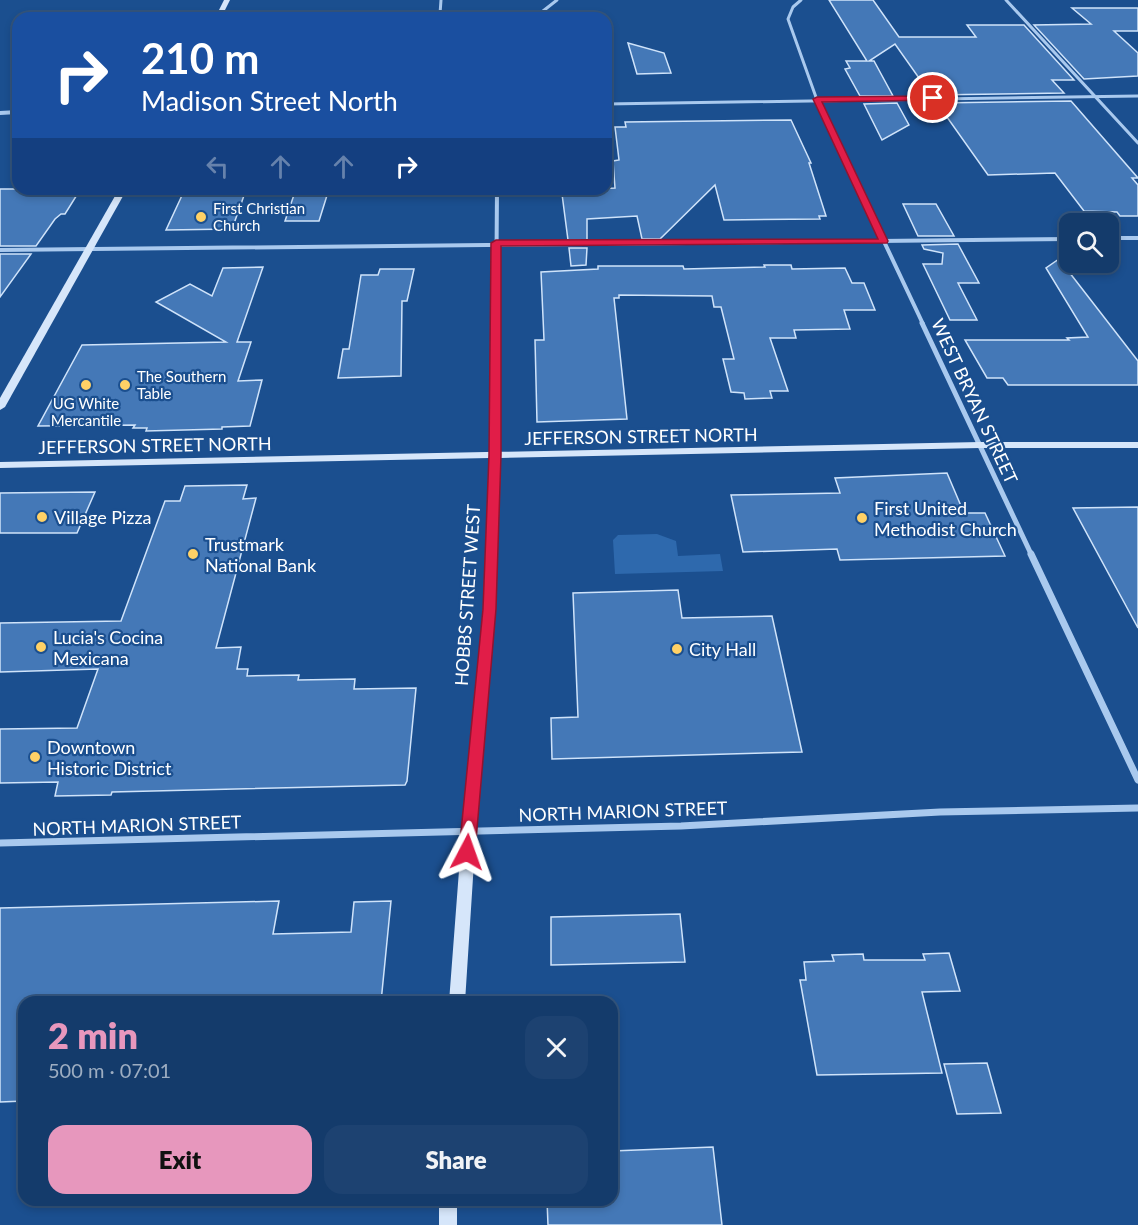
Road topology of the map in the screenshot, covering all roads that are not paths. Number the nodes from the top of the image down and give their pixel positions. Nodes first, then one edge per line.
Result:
1 (557, 0) edge
2 (801, 0) edge
3 (1006, 0) edge
4 (542, 12) edge
5 (1095, 96) junction
6 (1138, 96) edge
7 (817, 99) junction
8 (612, 104) edge
9 (1138, 143) edge
10 (120, 195) edge
11 (497, 195) edge
12 (1119, 238) edge
13 (1138, 238) edge
14 (1059, 239) edge
15 (884, 241) junction
16 (496, 243) junction
17 (0, 250) edge
18 (88, 250) junction
19 (0, 407) edge
20 (1138, 445) edge
21 (980, 446) junction
22 (495, 455) junction
23 (0, 465) edge
24 (1138, 780) edge
25 (1138, 808) edge
26 (469, 831) junction
27 (0, 843) edge
28 (457, 996) edge
29 (448, 1206) edge
30 (448, 1225) edge

1 - 4 street
2 - 7 street, WEST BRYAN STREET
3 - 5 street
5 - 6 street
5 - 7 street
5 - 9 street
7 - 8 street
7 - 15 street, WEST BRYAN STREET
10 - 18 main road
11 - 16 street, HOBBS STREET WEST
12 - 13 street
14 - 15 street
15 - 16 street
15 - 21 street, WEST BRYAN STREET
16 - 18 street
16 - 22 street, HOBBS STREET WEST
17 - 18 street
18 - 19 main road
20 - 21 main road, JEFFERSON STREET NORTH
21 - 22 main road, JEFFERSON STREET NORTH
21 - 24 street, WEST BRYAN STREET
22 - 23 main road, JEFFERSON STREET NORTH
22 - 26 main road, HOBBS STREET WEST
25 - 26 street, NORTH MARION STREET
26 - 27 street, NORTH MARION STREET
26 - 28 main road, HOBBS STREET WEST
29 - 30 main road

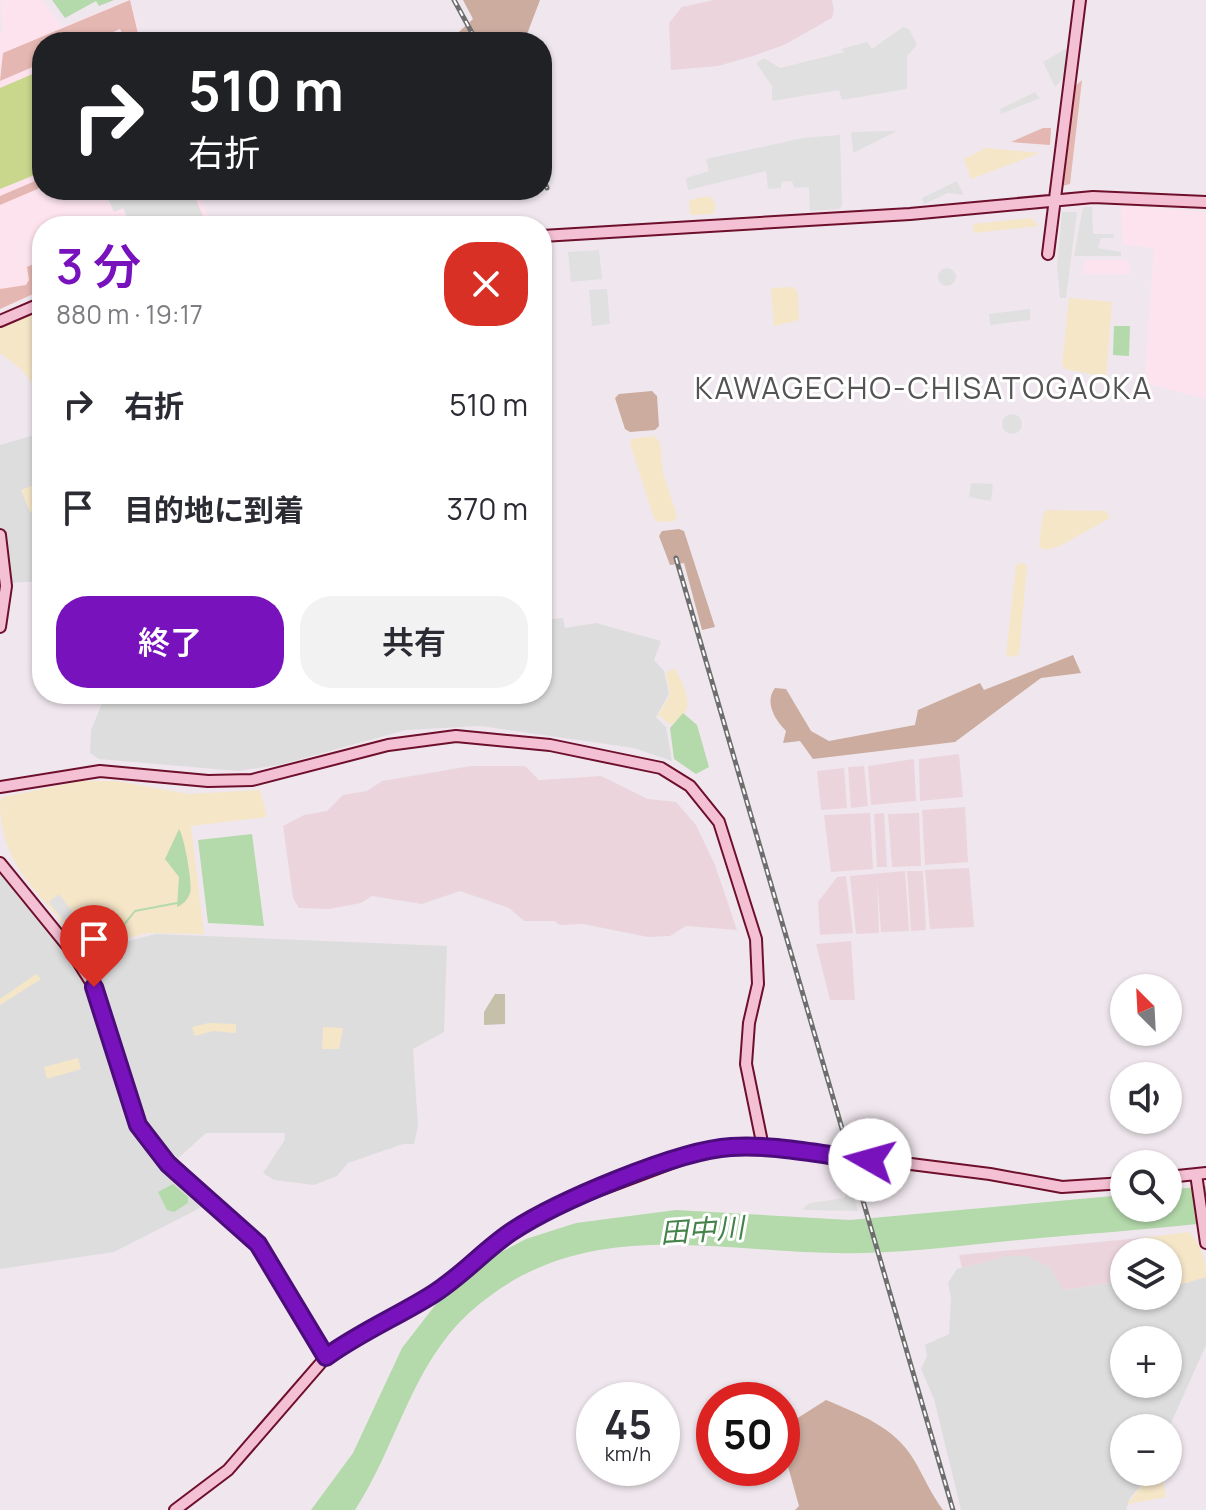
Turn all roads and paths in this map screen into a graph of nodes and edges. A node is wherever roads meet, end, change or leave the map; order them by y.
1 (1080, 0) edge
2 (1054, 200) junction
3 (1206, 202) edge
4 (552, 235) edge
5 (1048, 254) dead end
6 (32, 307) edge
7 (0, 321) edge
8 (0, 535) edge
9 (0, 627) edge
10 (0, 787) edge
11 (0, 863) edge
12 (763, 1147) junction
13 (1199, 1176) edge
14 (1110, 1184) edge
15 (1206, 1243) edge
16 (326, 1357) junction
17 (175, 1510) edge

1 - 2 street
2 - 3 street
2 - 4 street
2 - 5 street
6 - 7 street
8 - 9 street
10 - 12 street
11 - 16 street
12 - 14 street
12 - 16 street
13 - 15 street
16 - 17 street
════
_ABOUT THIS EXERCISE_. Without the pictures, write out the whole listing exactly as it appears.

_YOUR RESPONSE_.
Road topology of the map in the screenshot, covering all roads that are not paths. Number the nodes from the top of the image down and give their pixel positions. Nodes first, then one edge per line.
Result:
1 (557, 0) edge
2 (801, 0) edge
3 (1006, 0) edge
4 (542, 12) edge
5 (1095, 96) junction
6 (1138, 96) edge
7 (817, 99) junction
8 (612, 104) edge
9 (1138, 143) edge
10 (120, 195) edge
11 (497, 195) edge
12 (1119, 238) edge
13 (1138, 238) edge
14 (1059, 239) edge
15 (884, 241) junction
16 (496, 243) junction
17 (0, 250) edge
18 (88, 250) junction
19 (0, 407) edge
20 (1138, 445) edge
21 (980, 446) junction
22 (495, 455) junction
23 (0, 465) edge
24 (1138, 780) edge
25 (1138, 808) edge
26 (469, 831) junction
27 (0, 843) edge
28 (457, 996) edge
29 (448, 1206) edge
30 (448, 1225) edge

1 - 4 street
2 - 7 street, WEST BRYAN STREET
3 - 5 street
5 - 6 street
5 - 7 street
5 - 9 street
7 - 8 street
7 - 15 street, WEST BRYAN STREET
10 - 18 main road
11 - 16 street, HOBBS STREET WEST
12 - 13 street
14 - 15 street
15 - 16 street
15 - 21 street, WEST BRYAN STREET
16 - 18 street
16 - 22 street, HOBBS STREET WEST
17 - 18 street
18 - 19 main road
20 - 21 main road, JEFFERSON STREET NORTH
21 - 22 main road, JEFFERSON STREET NORTH
21 - 24 street, WEST BRYAN STREET
22 - 23 main road, JEFFERSON STREET NORTH
22 - 26 main road, HOBBS STREET WEST
25 - 26 street, NORTH MARION STREET
26 - 27 street, NORTH MARION STREET
26 - 28 main road, HOBBS STREET WEST
29 - 30 main road

Turn all roads and paths in this map screen into a graph of nodes and edges. A node is wherever roads meet, end, change or leave the map; order them by y.
1 (1080, 0) edge
2 (1054, 200) junction
3 (1206, 202) edge
4 (552, 235) edge
5 (1048, 254) dead end
6 (32, 307) edge
7 (0, 321) edge
8 (0, 535) edge
9 (0, 627) edge
10 (0, 787) edge
11 (0, 863) edge
12 (763, 1147) junction
13 (1199, 1176) edge
14 (1110, 1184) edge
15 (1206, 1243) edge
16 (326, 1357) junction
17 (175, 1510) edge

1 - 2 street
2 - 3 street
2 - 4 street
2 - 5 street
6 - 7 street
8 - 9 street
10 - 12 street
11 - 16 street
12 - 14 street
12 - 16 street
13 - 15 street
16 - 17 street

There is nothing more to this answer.